Jean-Yves Leborge, ING Luxembourg. (Photo: ING Luxembourg)

Jean-Yves Leborge, ING Luxembourg. (Photo: ING Luxembourg)

Une partie de cricket. C’est en ces termes que Mark Carney, le gouverneur de la Banque d’Angleterre, a récemment décrit le processus de divorce entre le Royaume-Uni et l’Union européenne. Par cette comparaison, M. Carney voulait surtout souligner le fait que ce processus sera long. En effet, l’affrontement entre deux équipes de cricket peut s’étendre sur cinq matches et donc durer cinq jours. Pour la petite histoire, il n’a pas voulu utiliser une métaphore plus classique, du style «c’est un marathon, et non un sprint», car de son propre aveu, «on est en fait plus exténué après un marathon qu’après un sprint, donc ce serait une mauvaise métaphore».

Dans les faits, on peut déduire des dernières déclarations des uns et des autres (T. May, N. Farage) que le Royaume-Uni invoquera l’article 50 du traité de Lisbonne au début de l’année 2017. S’ouvrira alors une période de deux années de négociations qui déboucheront, selon toute vraisemblance, sur une séparation. Rappelons par ailleurs que durant toute cette période, les accords en vigueur seront maintenus. Rien ne changera donc dans les pratiques commerciales.

En prenant la métaphore du cricket, M. Carney voulait-il dire autre chose? Le cricket est un sport dont les règles, les codes et les habitudes échappent à la plupart des spectateurs non avertis. Cette métaphore est donc peut-être aussi une mise en garde de M. Carney pour ceux qui ne verraient, dans le Brexit, qu’un événement politique mineur.

De fait, après la chute des indicateurs de confiance en juillet, force est de constater que l’économie britannique se porte bien. Les indicateurs de confiance se sont un peu redressés en août et les indicateurs d’activité restent solides. Dès lors, les marchés financiers ont assez rapidement effacé leurs pertes de fin juin. Seule la livre sterling garde les traces du vote en faveur du Brexit, ce qui n’est pas mauvais pour l’économie britannique vu le gain de compétitivité que cela génère.

Ces évolutions plutôt favorables ont incité la Banque d’Angleterre à adopter une position plus attentiste, après les mesures fortes décidées en août. Et lors de sa réunion de politique monétaire du 15 septembre dernier, les membres du comité ont décidé à l’unanimité de maintenir inchangé le taux directeur. Aucune nouvelle mesure en matière d’assouplissement quantitatif et/ou d’autres mesures non conventionnelles n’ont par ailleurs été décidées.

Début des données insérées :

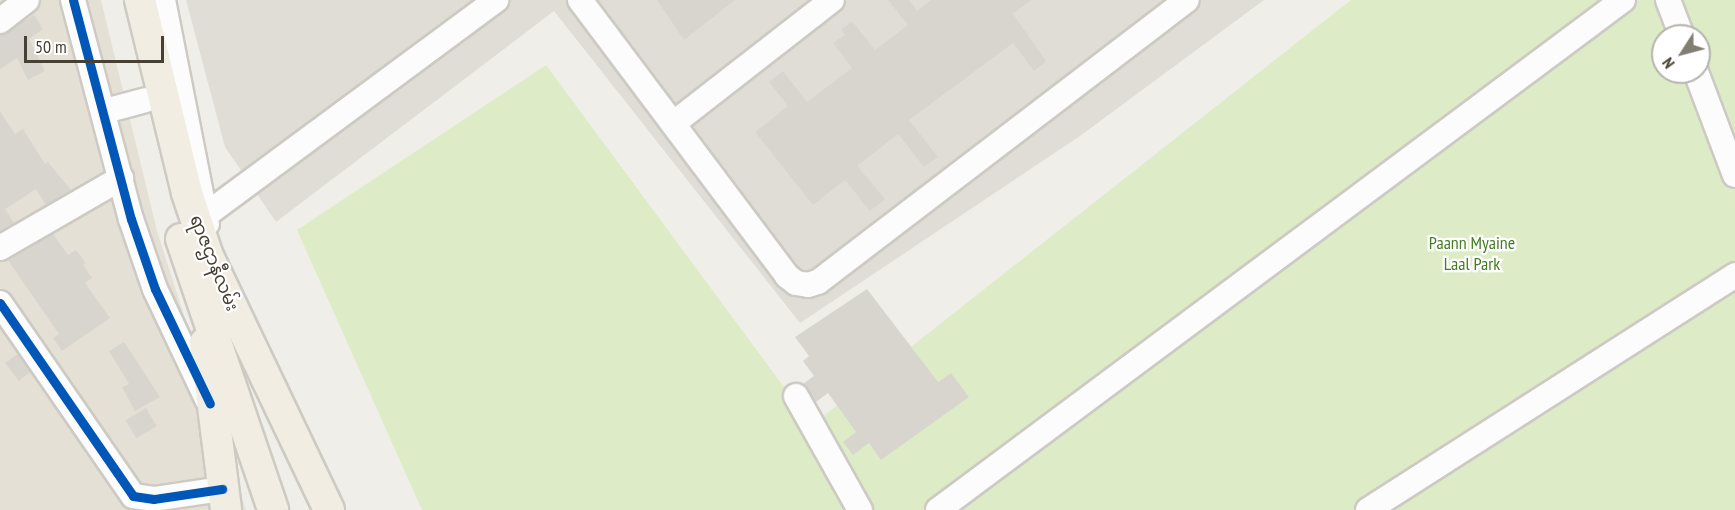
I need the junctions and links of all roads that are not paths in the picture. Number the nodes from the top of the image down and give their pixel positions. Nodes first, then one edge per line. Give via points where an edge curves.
1 (27, 0) edge
2 (73, 0) edge
3 (122, 0) edge
4 (140, 0) edge
5 (163, 0) edge
6 (496, 0) edge
7 (580, 0) edge
8 (832, 0) edge
9 (1186, 0) edge
10 (1623, 0) edge
11 (1668, 0) edge
12 (1160, 8) edge
13 (0, 21) edge
14 (1677, 24) edge
15 (1700, 84) edge
16 (146, 100) junction
17 (105, 111) junction
18 (674, 123) junction
19 (1735, 176) edge
20 (121, 178) junction
21 (207, 214) junction
22 (0, 248) edge
23 (208, 256) junction
24 (1735, 275) edge
25 (201, 300) junction
26 (0, 303) edge
27 (796, 396) dead end
28 (210, 404) junction
29 (224, 500) edge
30 (273, 510) edge
31 (330, 510) edge
32 (860, 510) edge
33 (938, 510) edge
34 (1368, 510) edge

1 - 13 street
2 - 17 street
3 - 16 main road, ရာဇဌာနီလမ်း
4 - 23 main road, ရာဇဌာနီလမ်း via 187,193
5 - 21 street
6 - 21 street
7 - 18 street
8 - 18 street
9 - 12 street
10 - 33 street
11 - 14 street
12 - 18 street via 818,282 808,285 796,283 788,276
15 - 19 street
16 - 17 street
16 - 25 main road, ရာဇဌာနီလမ်း via 169,199
17 - 20 street
20 - 22 street
20 - 28 street via 155,289
21 - 23 street
23 - 25 main road
23 - 31 main road, ရာဇဌာနီလမ်း
24 - 34 street
25 - 28 main road
25 - 30 main road, ရာဇဌာနီလမ်း
26 - 29 street via 133,496
27 - 32 street
28 - 29 main road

Pourrait-on aller jusqu’à penser que le Brexit est un non-événement et que finalement, les conséquences en seront minimes? Nous ne le pensons pas. Compte tenu de la continuité des accords en vigueur, il est normal que l’activité se poursuive «as usual». Comme la situation politique s’est rapidement stabilisée au Royaume-Uni avec la nomination de Mme May et que la Banque d’Angleterre est rapidement intervenue, l’impact sur la confiance a par ailleurs été plus limité que prévu.

Il n’en demeure pas moins que lorsque les négociations vont débuter, l’incertitude risque de reprendre le dessus. Lorsque les discussions aborderont les droits de douane et l’accès aux marchés respectifs, des entreprises verront concrètement ce qu’il risque de se passer pour leur activité. C’est à ce moment que l’on pourrait avoir un deuxième choc, plus important et plus persistant sur la confiance. Il ne faut pas oublier non plus le risque de contagion à l’échelle européenne. De l’aveu de tous, le projet européen connaît une panne majeure (le dernier sommet européen de Bratislava en est une triste illustration). Malheureusement, les multiples élections nationales (Pays-Bas, France, Allemagne) dans les 12 prochains mois risquent de retarder toute relance du projet européen, alors que les europhobes et les partis populistes ne manqueront pas d’utiliser l’exemple britannique pour soutenir leur cause.

En conclusion, si l’impact économique initial du vote en faveur du Brexit a été plus limité que prévu, le processus lent de séparation risque encore de faire pas mal de dégâts en matière de confiance et d’investissements. C’est pourquoi, malgré des statistiques toujours solides à ce stade, nous restons très prudents quant au scénario économique du Royaume-Uni. Nous pensons par ailleurs qu’une nouvelle intervention de la Banque centrale n’est pas exclue avant la fin de l’année.